Well, the answer is yes and no.
How long do I train my dog for?
I do, often, get my dogs to do something new and useful. Sometimes we revise old, useful things. Sometimes we learn old or new things that have no real practical use at all. It’s fun, good ways of communicating together, and is teaching the dog that I am predictably rewarding!
Usually, I spend as long as it takes to get the very first bit of the behaviour that I had in mind. Then, I leave it. I guess if you timed me, it would be around 2-5 minutes maximum. If you counted repetitions, that might give you a clearer answer, but then it wouldn’t necessarily be a guide for what you would need to do with your own dog. Then after a short break, I come back to it and we do a little more. Usually I finish after a few brief sessions and breaks and go off and do something else. I might spend up to an hour or so doing this throughout the day, as I have more than one dog and sometimes have up to 5 dogs to work with.
Now, most people will look askance at me if they have a very busy family life. They usually ask, ‘How do you fit it all in?’. I can see them self-defeating their purpose of having a lovely obedient pet, just by thinking they will not have the extra time to do this training, even if it’s 5 minutes at a time. After all, I am a professional dog trainer, right, so I have this kind of time that other folks do not have. Right?
Again – the answer is, yes and no.
How do I find this time to train my dog?
This is not a time for me to tell you about my personal day and how I constantly juggle to fit my professional, social and family arrangements into a coherent mass. In fact, we live in what feels like chaos a lot of the time. I don’t need to describe to you the busy world of a working adult, Mum or Dad, Grandparent etc – I am sure you know that already.
The times that I do the above dog training, are fitted in and around my day. I don’t go into ‘dog school’ mode. I am usually waiting for the kettle to boil, or the oven timer to beep, or the TV adverts to finish… or when outdoors, for the traffic to pass so we can cross the road, or whilst I am reading a noticeboard in my village, or whilst I am waiting for my coffee in a cafe. I could be waiting for my children outside their school, or sitting working (for working, read ‘chatting to my nice doggy friends on Twitter’) at my desk.

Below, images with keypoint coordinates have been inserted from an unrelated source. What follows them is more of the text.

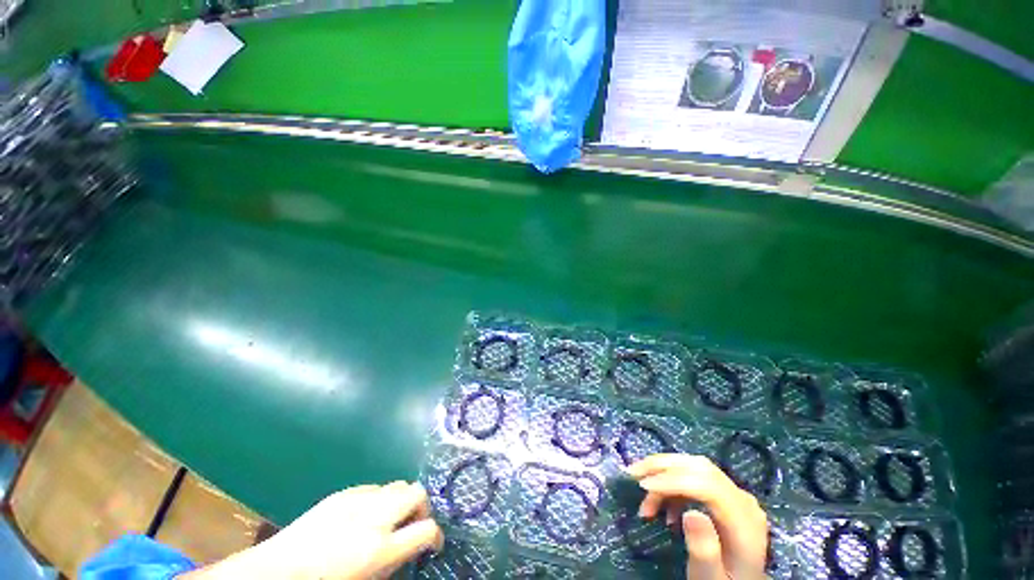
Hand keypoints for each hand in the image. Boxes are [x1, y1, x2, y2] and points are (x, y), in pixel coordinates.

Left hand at [183, 481, 442, 579]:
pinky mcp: (343, 492)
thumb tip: (409, 548)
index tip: (432, 544)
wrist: (276, 572)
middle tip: (413, 524)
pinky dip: (378, 498)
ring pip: (398, 484)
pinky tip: (363, 516)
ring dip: (400, 500)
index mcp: (379, 549)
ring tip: (388, 519)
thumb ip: (393, 563)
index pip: (426, 529)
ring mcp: (358, 500)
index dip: (435, 536)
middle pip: (417, 492)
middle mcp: (374, 517)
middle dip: (422, 507)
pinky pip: (374, 487)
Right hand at [626, 454, 767, 579]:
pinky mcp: (722, 494)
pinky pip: (693, 477)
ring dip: (663, 476)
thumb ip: (705, 550)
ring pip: (693, 468)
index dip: (673, 480)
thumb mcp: (711, 577)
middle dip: (662, 467)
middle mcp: (741, 498)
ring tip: (644, 502)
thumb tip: (691, 514)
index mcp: (744, 520)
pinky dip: (671, 485)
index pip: (707, 485)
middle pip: (699, 468)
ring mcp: (732, 493)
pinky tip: (663, 508)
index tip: (642, 486)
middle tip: (631, 473)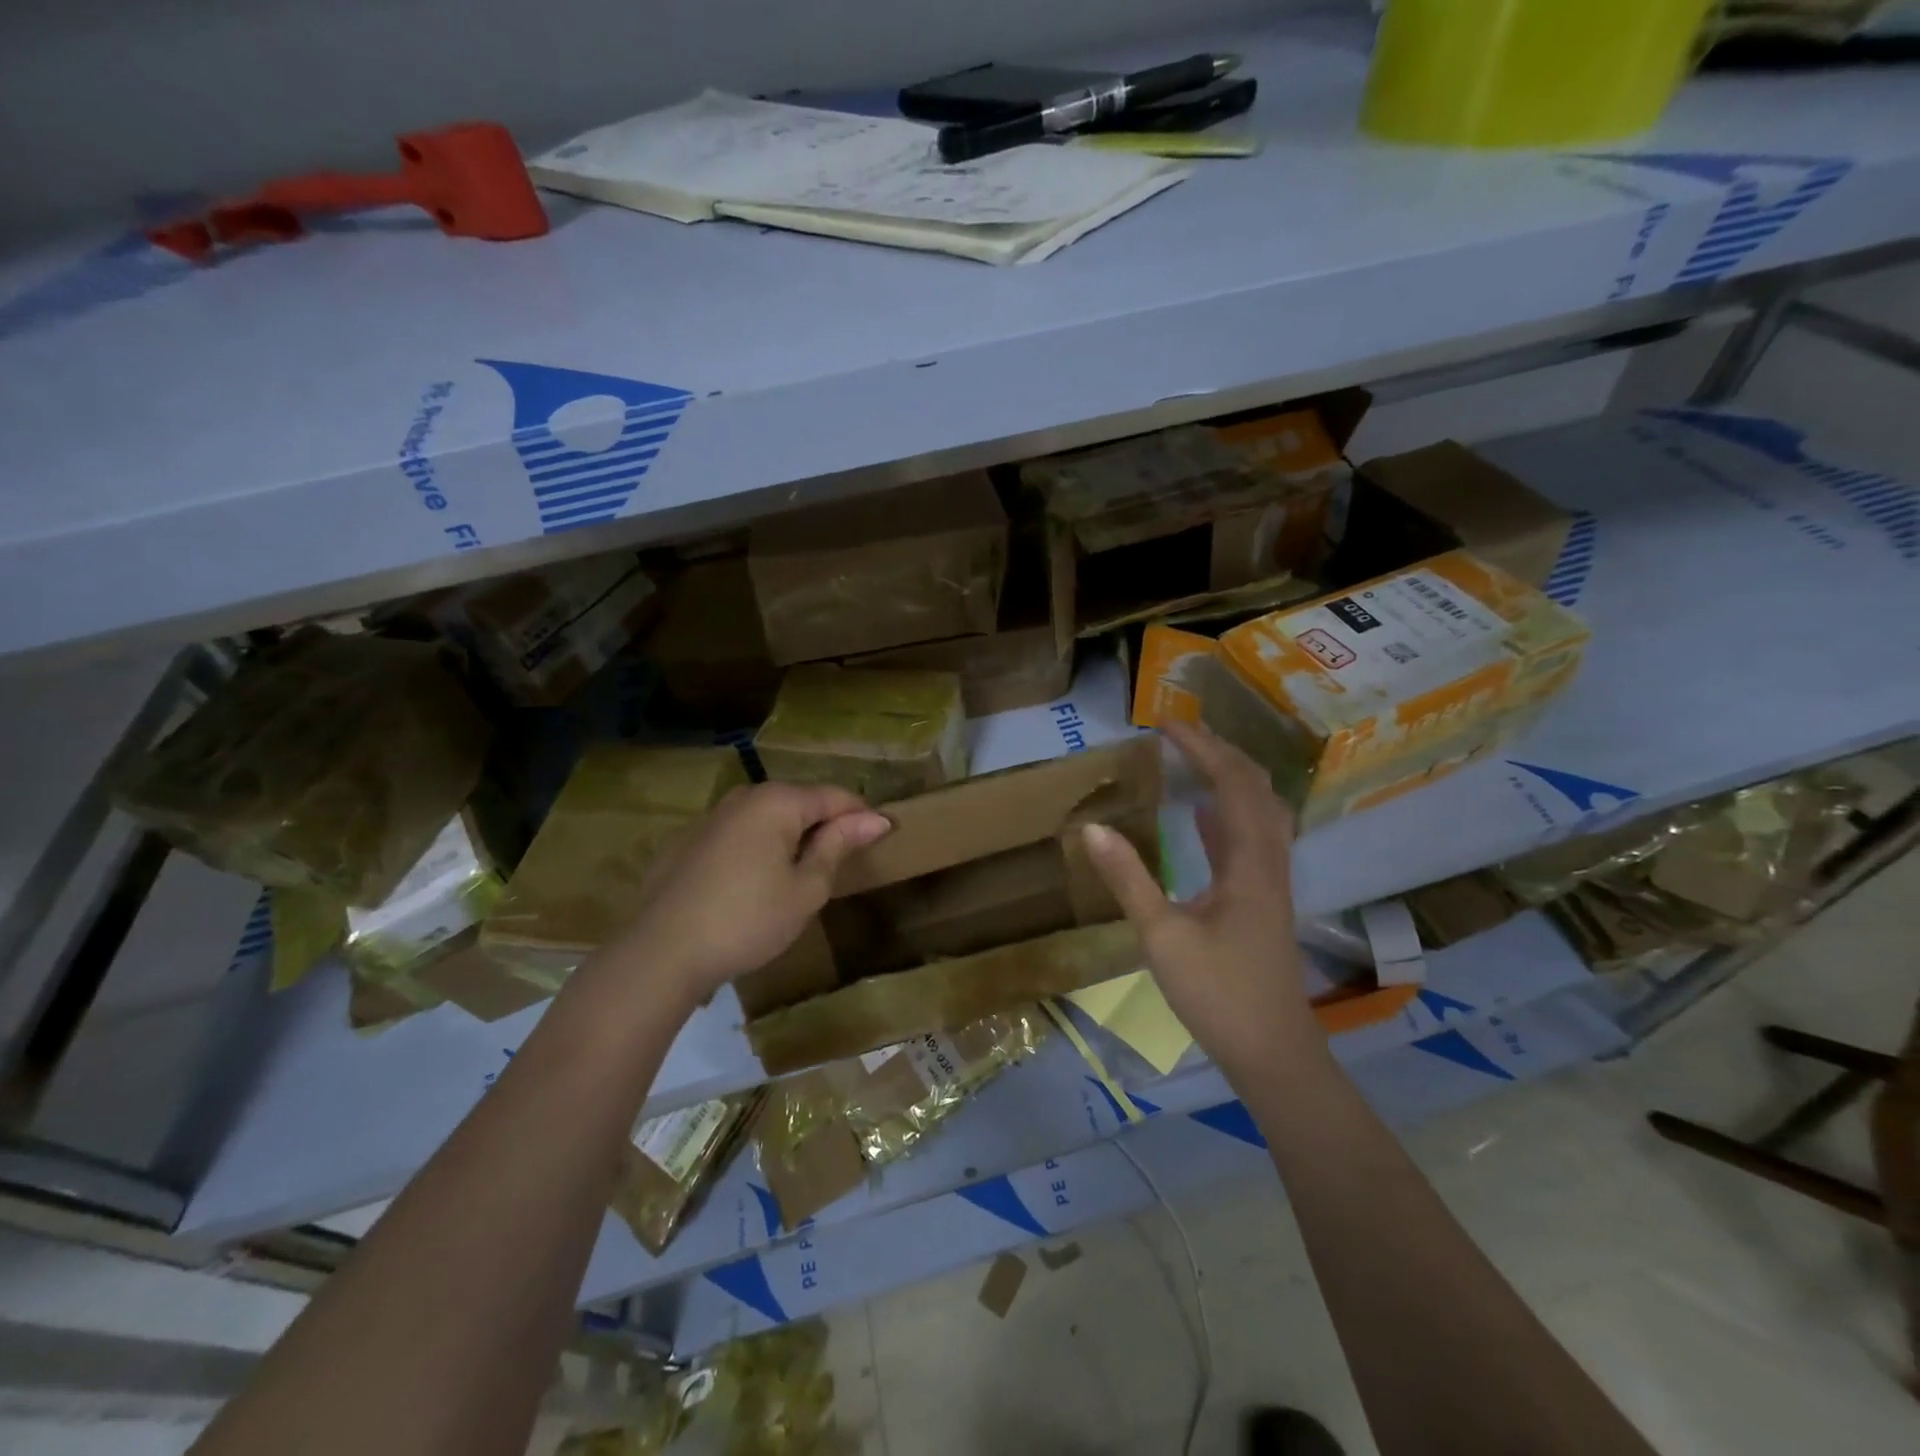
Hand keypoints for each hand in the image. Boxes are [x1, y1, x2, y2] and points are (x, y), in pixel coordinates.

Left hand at [607, 781, 890, 1004]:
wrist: (660, 953)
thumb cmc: (747, 920)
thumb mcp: (805, 889)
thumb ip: (838, 846)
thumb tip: (874, 819)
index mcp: (777, 802)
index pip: (835, 796)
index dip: (863, 816)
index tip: (884, 838)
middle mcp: (743, 798)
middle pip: (800, 802)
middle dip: (826, 826)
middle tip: (843, 863)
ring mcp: (711, 817)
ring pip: (767, 818)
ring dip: (791, 838)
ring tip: (803, 875)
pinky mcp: (688, 842)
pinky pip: (739, 835)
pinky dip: (758, 849)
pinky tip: (755, 885)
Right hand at [1081, 721, 1319, 1082]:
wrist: (1272, 1051)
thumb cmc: (1217, 993)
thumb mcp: (1161, 935)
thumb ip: (1128, 878)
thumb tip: (1091, 827)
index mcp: (1248, 862)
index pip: (1230, 784)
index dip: (1201, 748)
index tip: (1166, 725)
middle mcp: (1268, 862)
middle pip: (1256, 788)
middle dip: (1221, 753)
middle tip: (1180, 735)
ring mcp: (1271, 882)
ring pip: (1260, 811)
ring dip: (1231, 778)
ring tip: (1194, 760)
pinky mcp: (1264, 901)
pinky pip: (1252, 839)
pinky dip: (1228, 814)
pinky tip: (1201, 815)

I might even be having a drink at the pub with my friends!
My point is this. Your dog may even go to dog training class, but the training in class – sometimes only once a week – is only a tiny part of what you both do for the rest of the time. You want a calm, happy dog that doesn’t race out of your front door. You want a calm, happy dog that doesn’t jump and mouth at visitors to your house. You want a calm, happy dog that ______________ (you can insert any behaviour of your choice here).
So, where and when better to learn such things than at these places? Where and when better to teach, than every part of every day where and when you actually want your dog to learn?
Your training class is your home, your work, your walks, your daily life. There are always periods in each day where you interact with the dog. Make them useful. Everyday training is simple, repetitive, and does not have to take extra time from your day.